On Thursday a court in Islamabad found Mohsin Ali Syed, 35, guilty of murder and conspiracy to murder and sentenced him to life imprisonment. A second man, Muhammad Kashif Khan Kamran, 40, was convicted in his absence of murdering Farooq and is wanted by Pakistani authorities. Both men are Pakistani nationals.

Two other men, Khalid Shamim and Moazzam Ali, who are in jail in Rawalpindi, were also convicted for their involvement in the killing.

The court additionally issued an arrest warrant for Altaf Hussain, who heads the MQM party, declaring he had ordered the killing. Hussain has denied any role in the killing and maintains that Farooq was like a brother to him.

As well as Kamran, two other men – Iftikhar Hussain and Mohammad Anwar – were named as fugitives to be arrested by Pakistani or British authorities.

Farooq had been living in exile in the UK since 1999. He left Pakistan to avoid arrest in connection with several legal cases against him in Karachi and later sought political asylum in Britain.
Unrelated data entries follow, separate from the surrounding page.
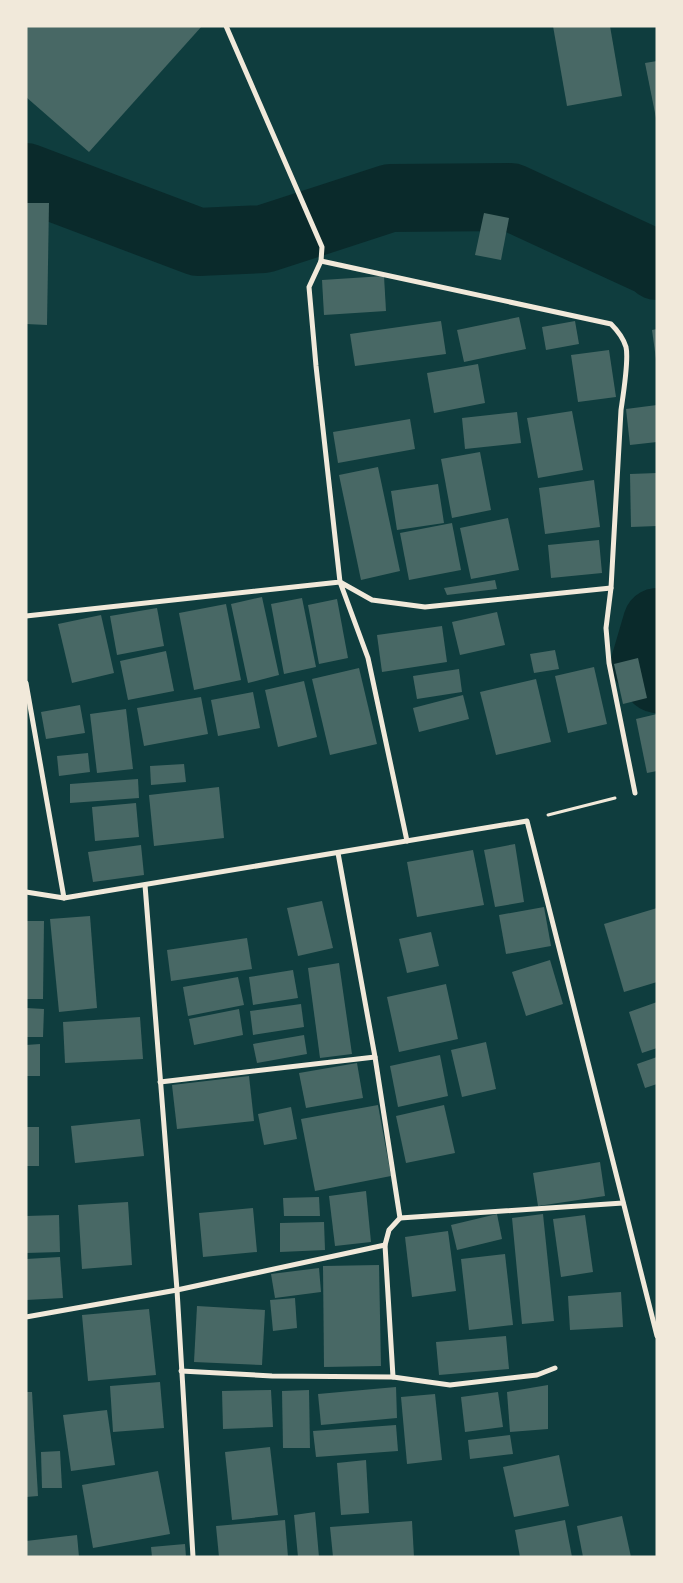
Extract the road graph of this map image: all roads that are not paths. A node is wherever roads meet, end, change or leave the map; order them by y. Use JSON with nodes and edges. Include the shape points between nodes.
{"nodes":[{"id":1,"x":226,"y":26,"type":"edge"},
{"id":2,"x":321,"y":261,"type":"junction"},
{"id":3,"x":340,"y":582,"type":"junction"},
{"id":4,"x":611,"y":588,"type":"junction"},
{"id":5,"x":26,"y":616,"type":"edge"},
{"id":6,"x":26,"y":683,"type":"edge"},
{"id":7,"x":635,"y":793,"type":"road end"},
{"id":8,"x":407,"y":840,"type":"junction"},
{"id":9,"x":338,"y":853,"type":"junction"},
{"id":10,"x":145,"y":885,"type":"junction"},
{"id":11,"x":26,"y":892,"type":"edge"},
{"id":12,"x":64,"y":898,"type":"junction"},
{"id":13,"x":376,"y":1057,"type":"junction"},
{"id":14,"x":160,"y":1082,"type":"junction"},
{"id":15,"x":623,"y":1203,"type":"junction"},
{"id":16,"x":400,"y":1218,"type":"junction"},
{"id":17,"x":385,"y":1245,"type":"junction"},
{"id":18,"x":177,"y":1290,"type":"junction"},
{"id":19,"x":26,"y":1317,"type":"edge"},
{"id":20,"x":657,"y":1336,"type":"edge"},
{"id":21,"x":555,"y":1368,"type":"dead end"},
{"id":22,"x":182,"y":1371,"type":"junction"},
{"id":23,"x":393,"y":1377,"type":"junction"},
{"id":24,"x":193,"y":1557,"type":"edge"}],
"edges":[{"from":1,"to":2,"type":"street","via":[[320,241]]},
{"from":2,"to":3,"type":"street","via":[[310,287]]},
{"from":2,"to":4,"type":"street","via":[[611,324],[621,334],[626,348]]},
{"from":3,"to":4,"type":"street","via":[[372,600],[425,607]]},
{"from":3,"to":5,"type":"street"},
{"from":3,"to":8,"type":"street","via":[[368,658]]},
{"from":4,"to":7,"type":"street","via":[[607,649]]},
{"from":6,"to":12,"type":"street"},
{"from":8,"to":9,"type":"street"},
{"from":8,"to":15,"type":"street","via":[[526,821]]},
{"from":9,"to":10,"type":"street"},
{"from":9,"to":13,"type":"street"},
{"from":10,"to":12,"type":"street"},
{"from":10,"to":14,"type":"street"},
{"from":11,"to":12,"type":"street"},
{"from":13,"to":14,"type":"street"},
{"from":13,"to":16,"type":"street"},
{"from":14,"to":18,"type":"street"},
{"from":15,"to":16,"type":"street"},
{"from":15,"to":20,"type":"street"},
{"from":16,"to":17,"type":"street","via":[[389,1230]]},
{"from":17,"to":18,"type":"street"},
{"from":17,"to":23,"type":"street"},
{"from":18,"to":19,"type":"street"},
{"from":18,"to":22,"type":"street"},
{"from":21,"to":23,"type":"street","via":[[537,1375],[450,1385]]},
{"from":22,"to":23,"type":"street"},
{"from":22,"to":24,"type":"street"}]}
His membership of MQM had been suspended at the time of his death.

MQM, long accused of using extortion and murder to cement its grip on power, was accused for years of fomenting ethnic violence in Karachi.

Scotland Yard’s counter-terrorism command, SO15, investigated the killing, speaking to more than 4,000 witnesses and collecting more than 4,500 pieces of evidence.
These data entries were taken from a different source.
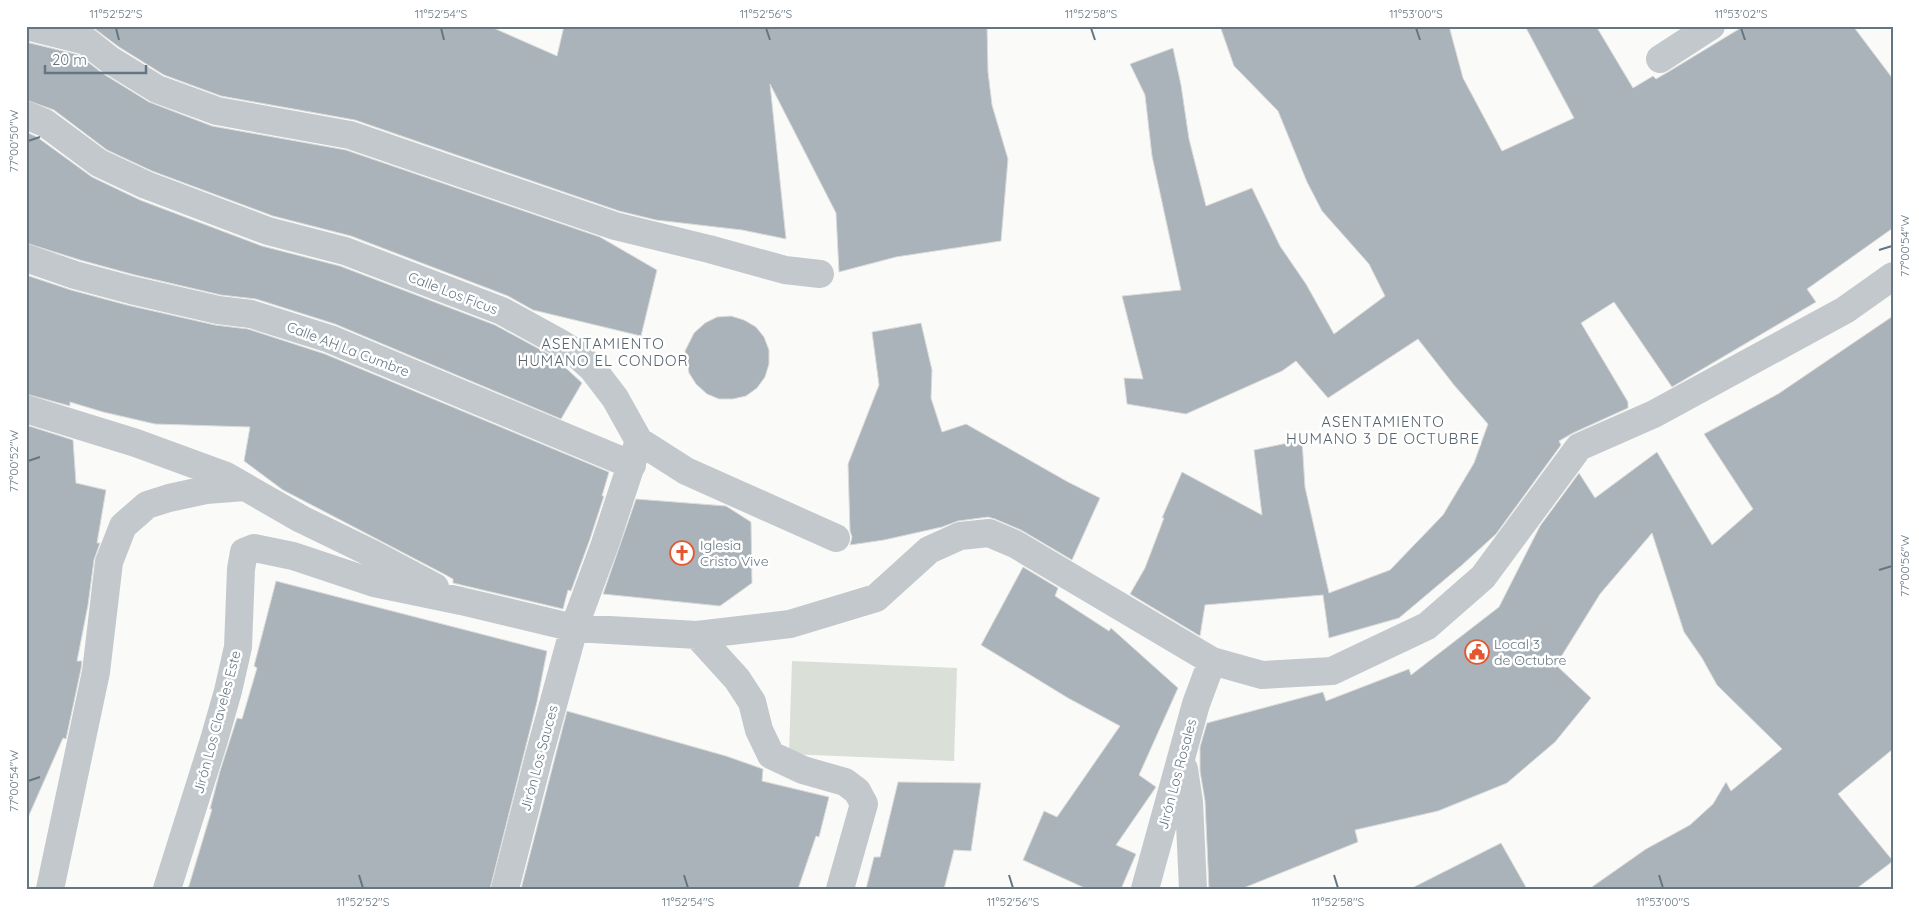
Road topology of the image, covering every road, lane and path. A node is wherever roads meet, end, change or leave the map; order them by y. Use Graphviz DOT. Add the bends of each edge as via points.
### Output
graph roads {
  1 [pos="26,26"];
  2 [pos="1711,26"];
  3 [pos="1660,59"];
  4 [pos="26,115"];
  5 [pos="26,258"];
  6 [pos="820,274"];
  7 [pos="1893,276"];
  8 [pos="26,408"];
  9 [pos="635,453"];
  10 [pos="245,487"];
  11 [pos="836,538"];
  12 [pos="461,601"];
  13 [pos="574,628"];
  14 [pos="698,635"];
  15 [pos="1212,661"];
  16 [pos="1182,758"];
  17 [pos="50,889"];
  18 [pos="168,889"];
  19 [pos="505,889"];
  20 [pos="840,889"];
  21 [pos="1145,889"];
  22 [pos="1193,889"];
  1 -- 6 [label="street" via="86,41 157,89 217,111 350,135 615,226 784,270"];
  2 -- 3 [label="street"];
  4 -- 9 [label="street, Calle Los Ficus" via="45,123 99,163 146,185 268,231 344,251 502,311 560,343 592,368 616,398"];
  5 -- 9 [label="street, Calle AH La Cumbre" via="131,290 218,310 252,314 330,339"];
  7 -- 15 [label="street" via="1844,310 1767,353 1654,414 1580,447 1483,577 1427,626 1332,671 1262,674"];
  8 -- 10 [label="street" via="136,443 226,476"];
  9 -- 11 [label="street, Calle Los Ficus" via="686,471"];
  9 -- 13 [label="street, Jirón Los Sauces"];
  10 -- 12 [label="street"];
  10 -- 17 [label="street" via="206,490 147,505 123,526 109,562 96,672"];
  12 -- 13 [label="street"];
  12 -- 18 [label="street, Jirón Los Claveles Este" via="374,583 292,556 254,548 244,552 238,647 214,740"];
  13 -- 14 [label="street"];
  13 -- 19 [label="street, Jirón Los Sauces"];
  14 -- 15 [label="street" via="790,624 876,598 929,550 960,536 989,533 1015,544"];
  14 -- 20 [label="street" via="737,679 752,702 759,730 772,755 803,770 845,782 857,791 864,804"];
  15 -- 16 [label="street, Jirón Los Rosales" via="1196,704"];
  16 -- 21 [label="street, Jirón Los Rosales"];
  16 -- 22 [label="street" via="1189,802"];
}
Exhibits in the trial included CCTV footage that showed Syed and Kamran around Edgware in the days leading up to the attack. Syed was recorded watching Farooq using a cash machine on the day of the killing. Syed was also spotted entering a 99p store on 14 September and purchasing a pack of knives that matched those recovered at the murder scene.

On Thursday Scotland Yard gave further details of its investigation. It said: “A forensic review of the items recovered from the scene was carried out in October 2014. A partial thumbprint, which had been found on a knife that was found hidden in a bush near Dr Farooq’s home, was reprocessed and forensic officers were able to confirm that it matched the print on Syed’s UK student visa application.”
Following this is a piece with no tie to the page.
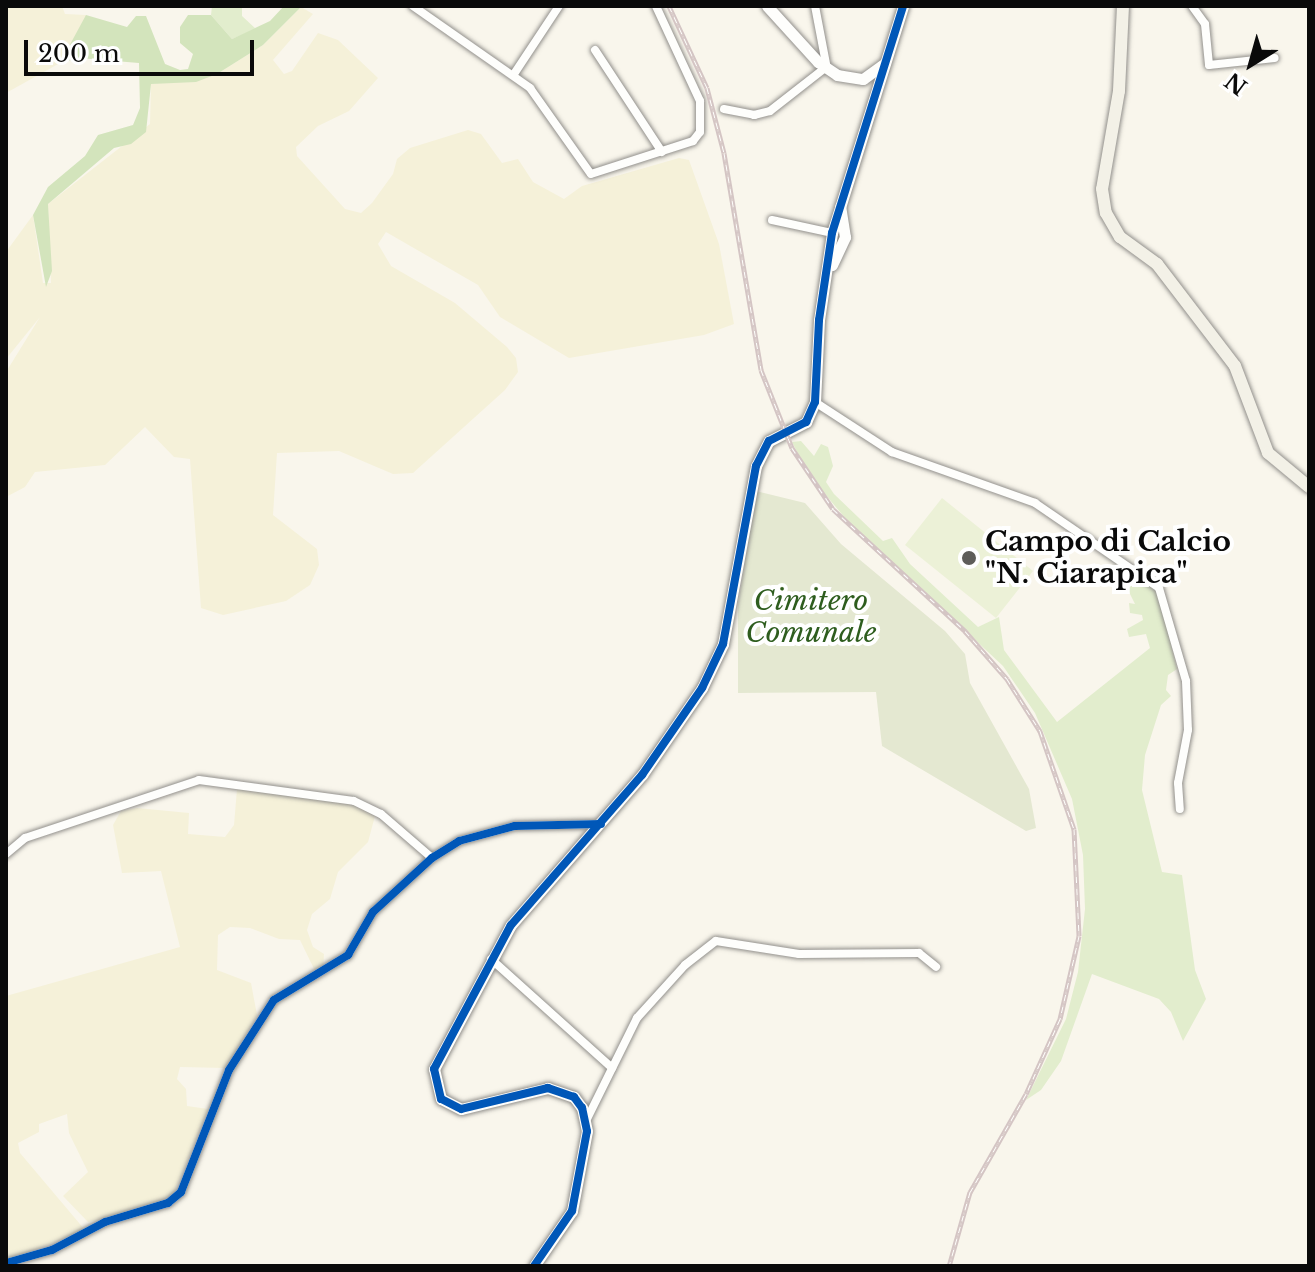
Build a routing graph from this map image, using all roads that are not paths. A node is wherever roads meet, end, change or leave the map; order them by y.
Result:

Both Syed and Kamran, who were connected to MQM, fled on a flight from Heathrow to Colombo, Sri Lanka, late in the evening after Farooq’s murder and travelled on to Karachi several days later. Pakistani authorities arrested Syed in 2015; the trial began last year.

The UK’s high commissioner to Pakistan, Christian Turner, paid tribute to the “ground-breaking legal collaboration” that led to Syed’s conviction. “Today’s conviction marks a team effort between law agencies in the UK and Pakistan working together to get justice for the murder of Dr Imran Farooq,” he said.

Richard Smith, the head of Scotland Yard’s counter-terror operation, said: “This outcome would not have been possible were it not for the incredible dedication, skill and determination of the investigation team who for almost 10 years have never given up in the pursuit of his killers.”